Icon is clearly at its worst doing anything that requires close
interface with the hardware or operating system, or which requires
pointer-based access to memory locations.  Icon has no pointers, so
there is just no way to "get at" anything on this low a level without
dipping down into its C interface.  Icon also lacks OS-specific I/O
capabilities (e.g. under Unix there is no support for terminfo or
termio-based I/O, and interfacing the curses library to it is clumsy,
due to Icon's inability to store C pointers without kludges like
casting them to ints, and then converting them to its integer data
type).  If some solution to these problems could be found, Icon would
become viable for commercial software systems.  As yet, it can be used
for certain such projects.  It is, however, not suitable for many
others.

Icon is popular among people in the liberal arts, specifically
literary and linguistic people.  One of them - Alan Corre - has in
fact written a book on using Icon.  It is also, ironically, popular
among language theorists who like to stick offbeat and interesting
feathers in their caps.  Icon is also, naturally, popular among the
many people who have worked on it at one time or another.

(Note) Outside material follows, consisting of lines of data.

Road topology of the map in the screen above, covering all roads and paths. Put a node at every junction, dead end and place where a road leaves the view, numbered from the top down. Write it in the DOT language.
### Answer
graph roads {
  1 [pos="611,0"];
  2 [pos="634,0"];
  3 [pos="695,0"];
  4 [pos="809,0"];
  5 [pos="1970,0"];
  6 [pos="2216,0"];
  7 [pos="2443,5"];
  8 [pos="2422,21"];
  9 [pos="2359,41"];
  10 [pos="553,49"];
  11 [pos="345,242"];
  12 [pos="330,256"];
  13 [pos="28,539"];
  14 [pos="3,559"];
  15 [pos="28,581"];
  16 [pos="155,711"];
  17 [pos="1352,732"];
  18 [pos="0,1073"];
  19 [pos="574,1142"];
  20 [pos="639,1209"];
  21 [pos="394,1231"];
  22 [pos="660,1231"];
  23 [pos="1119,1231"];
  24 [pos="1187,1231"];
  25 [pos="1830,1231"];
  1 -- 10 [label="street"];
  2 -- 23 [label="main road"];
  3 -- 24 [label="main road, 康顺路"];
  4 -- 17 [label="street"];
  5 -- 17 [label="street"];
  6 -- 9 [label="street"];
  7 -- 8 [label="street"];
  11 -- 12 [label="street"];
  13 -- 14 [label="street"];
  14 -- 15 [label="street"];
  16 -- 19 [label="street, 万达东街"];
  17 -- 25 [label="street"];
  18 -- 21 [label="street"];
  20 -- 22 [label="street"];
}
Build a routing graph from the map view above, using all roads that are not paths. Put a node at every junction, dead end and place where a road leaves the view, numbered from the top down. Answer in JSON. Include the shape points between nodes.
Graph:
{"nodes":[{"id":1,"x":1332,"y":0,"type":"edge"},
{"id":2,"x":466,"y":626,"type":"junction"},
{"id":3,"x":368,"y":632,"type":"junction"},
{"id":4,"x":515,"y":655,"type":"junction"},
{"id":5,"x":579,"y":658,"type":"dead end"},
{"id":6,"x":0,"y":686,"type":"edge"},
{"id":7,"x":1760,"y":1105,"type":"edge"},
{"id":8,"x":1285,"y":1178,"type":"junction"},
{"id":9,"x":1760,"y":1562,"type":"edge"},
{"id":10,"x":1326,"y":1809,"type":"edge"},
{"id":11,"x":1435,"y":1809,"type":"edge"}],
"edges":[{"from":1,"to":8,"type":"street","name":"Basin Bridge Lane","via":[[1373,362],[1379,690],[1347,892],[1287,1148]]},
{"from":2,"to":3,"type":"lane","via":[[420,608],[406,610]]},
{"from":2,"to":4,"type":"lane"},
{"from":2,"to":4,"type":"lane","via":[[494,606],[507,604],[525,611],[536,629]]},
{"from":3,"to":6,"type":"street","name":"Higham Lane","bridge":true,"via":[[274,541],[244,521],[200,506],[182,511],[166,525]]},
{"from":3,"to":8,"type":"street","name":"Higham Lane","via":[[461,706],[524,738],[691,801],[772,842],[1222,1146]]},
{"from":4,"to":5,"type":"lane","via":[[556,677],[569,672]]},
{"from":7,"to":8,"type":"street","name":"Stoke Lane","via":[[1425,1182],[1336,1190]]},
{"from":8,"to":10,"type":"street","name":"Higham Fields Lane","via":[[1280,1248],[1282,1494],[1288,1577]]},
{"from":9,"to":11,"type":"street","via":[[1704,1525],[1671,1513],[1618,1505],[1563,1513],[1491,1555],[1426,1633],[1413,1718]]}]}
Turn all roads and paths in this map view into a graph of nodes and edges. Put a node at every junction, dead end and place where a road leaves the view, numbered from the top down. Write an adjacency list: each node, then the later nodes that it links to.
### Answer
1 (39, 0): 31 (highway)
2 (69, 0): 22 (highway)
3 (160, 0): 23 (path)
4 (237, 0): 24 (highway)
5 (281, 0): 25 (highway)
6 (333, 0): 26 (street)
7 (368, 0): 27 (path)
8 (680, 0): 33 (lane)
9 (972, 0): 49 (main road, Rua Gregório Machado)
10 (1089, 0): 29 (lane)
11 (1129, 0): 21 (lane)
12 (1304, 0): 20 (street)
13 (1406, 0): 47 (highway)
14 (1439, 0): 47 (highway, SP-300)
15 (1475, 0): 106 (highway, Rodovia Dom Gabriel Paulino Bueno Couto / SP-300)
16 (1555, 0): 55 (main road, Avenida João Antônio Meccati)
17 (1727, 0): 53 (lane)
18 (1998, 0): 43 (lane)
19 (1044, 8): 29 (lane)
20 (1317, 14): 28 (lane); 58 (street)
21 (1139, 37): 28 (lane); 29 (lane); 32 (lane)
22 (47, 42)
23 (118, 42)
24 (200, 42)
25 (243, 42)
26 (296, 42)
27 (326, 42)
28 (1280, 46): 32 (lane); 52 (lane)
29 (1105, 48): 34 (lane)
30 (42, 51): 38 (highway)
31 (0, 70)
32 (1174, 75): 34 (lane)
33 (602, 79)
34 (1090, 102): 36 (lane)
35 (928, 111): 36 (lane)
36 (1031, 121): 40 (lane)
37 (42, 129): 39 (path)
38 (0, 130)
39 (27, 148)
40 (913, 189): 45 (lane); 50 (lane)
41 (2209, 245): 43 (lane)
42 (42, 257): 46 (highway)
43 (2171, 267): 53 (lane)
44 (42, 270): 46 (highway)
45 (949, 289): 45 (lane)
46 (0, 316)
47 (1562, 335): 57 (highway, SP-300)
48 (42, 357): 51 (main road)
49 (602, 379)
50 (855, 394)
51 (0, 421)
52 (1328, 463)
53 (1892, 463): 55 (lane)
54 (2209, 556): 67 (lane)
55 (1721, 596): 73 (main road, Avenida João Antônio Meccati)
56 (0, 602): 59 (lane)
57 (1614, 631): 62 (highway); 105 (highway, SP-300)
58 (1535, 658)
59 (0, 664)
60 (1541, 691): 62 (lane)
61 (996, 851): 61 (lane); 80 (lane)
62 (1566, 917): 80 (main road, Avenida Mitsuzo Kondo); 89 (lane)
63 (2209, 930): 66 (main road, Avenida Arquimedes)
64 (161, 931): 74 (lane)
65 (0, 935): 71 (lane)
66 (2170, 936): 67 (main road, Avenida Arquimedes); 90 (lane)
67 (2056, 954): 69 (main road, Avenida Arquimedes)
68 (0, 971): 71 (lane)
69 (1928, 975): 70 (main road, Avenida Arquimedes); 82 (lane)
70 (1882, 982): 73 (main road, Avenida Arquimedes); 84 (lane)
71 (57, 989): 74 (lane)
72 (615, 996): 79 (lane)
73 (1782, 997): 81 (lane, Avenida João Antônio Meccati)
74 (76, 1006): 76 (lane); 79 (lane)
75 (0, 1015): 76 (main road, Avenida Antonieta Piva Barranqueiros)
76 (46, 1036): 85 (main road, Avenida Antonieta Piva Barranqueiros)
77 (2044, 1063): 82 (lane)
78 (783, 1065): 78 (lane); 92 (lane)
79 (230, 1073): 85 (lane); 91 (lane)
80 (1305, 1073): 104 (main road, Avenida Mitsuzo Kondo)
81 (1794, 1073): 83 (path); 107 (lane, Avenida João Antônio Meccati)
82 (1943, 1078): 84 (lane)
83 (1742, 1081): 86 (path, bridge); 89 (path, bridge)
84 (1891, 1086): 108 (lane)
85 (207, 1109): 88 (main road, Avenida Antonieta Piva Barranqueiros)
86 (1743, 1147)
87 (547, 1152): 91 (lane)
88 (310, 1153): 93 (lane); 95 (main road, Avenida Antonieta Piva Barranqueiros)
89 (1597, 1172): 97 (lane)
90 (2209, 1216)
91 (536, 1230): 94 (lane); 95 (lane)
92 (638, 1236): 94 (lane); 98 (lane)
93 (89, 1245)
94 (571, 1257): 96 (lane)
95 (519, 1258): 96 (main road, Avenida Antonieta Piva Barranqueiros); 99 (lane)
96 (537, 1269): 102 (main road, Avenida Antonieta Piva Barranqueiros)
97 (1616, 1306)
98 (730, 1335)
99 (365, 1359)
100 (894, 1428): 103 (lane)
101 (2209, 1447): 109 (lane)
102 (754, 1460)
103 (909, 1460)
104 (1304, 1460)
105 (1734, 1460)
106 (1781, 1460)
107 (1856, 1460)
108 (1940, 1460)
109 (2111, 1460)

Icon would be an ideal first language, since it offers all the
advantages of a Pascal, without many of its disadvantages.  It handles
garbage collection, storage allocation, and necessary type
conversions, freeing the beginning programmer to think about things
that are more important.  It also makes things like mathematical sets,
lists, hash tables, and strings into trivially simple data objects,
again freeing the programmer to think about the general typology of
his or her solution, and not so much about the as-yet irrelevant
details of implementation.  From Icon it is not difficult to move into
other Algol-derived dialects, since the overt structure is basically
the same.  Icon also gives one a leg up in languages like Prolog which
make use of vaguely similar backtracking mechanisms.  Though these
advantages would be important for beginning programmers planning to
move into other areas, Icon's most valuable asset as an instructional
language is that teachers competent to use it would not have to
separate out the "humanities" students (who are making up a larger and
larger share of low-level CS classes).  Icon has all the facilities
that both the "Hum" and "Sci" students would need on the introductory
level.

I hope that this posting clears up some of the many misconceptions
people seem to have about Icon.  If there are inaccuracies, I'm sure
that someone who's been more "officially" involved with it can clear
them up.


-- 

   -Richard L. Goerwitz              goer%sophist@uchicago.bitnet
   goer@sophist.uchicago.edu         rutgers!oddjob!gide!sophist!goer

sharp@noao.edu (Nigel Sharp) (04/11/91)

I hope you will forgive a neophyte posting.
Some years ago I used SNOBOL/Spitbol for some tasks in pattern matching
(including literary manuscript analysis for author identification)
and algebra manipulation, and found it to be a very lovely language.
I may soon need to do some similar work, and have been following some
news groups to catch up to the state of the art.  I was wondering if one
of the current experts could tell me a) if a knowledge of Snobol helps,
b) if Icon is similar enough that I won't be starting from scratch, and
c) (sorry about this one) which books are recommended (the article I am
"following" mentioned one written by a literary type, but without
details).  My past experience lends me to favour Icon, as you might expect.

Before you notice I'm in Tucson and could walk across and ask the
inventors, let me say that I have too much respect to bother them
directly with such trivial questions.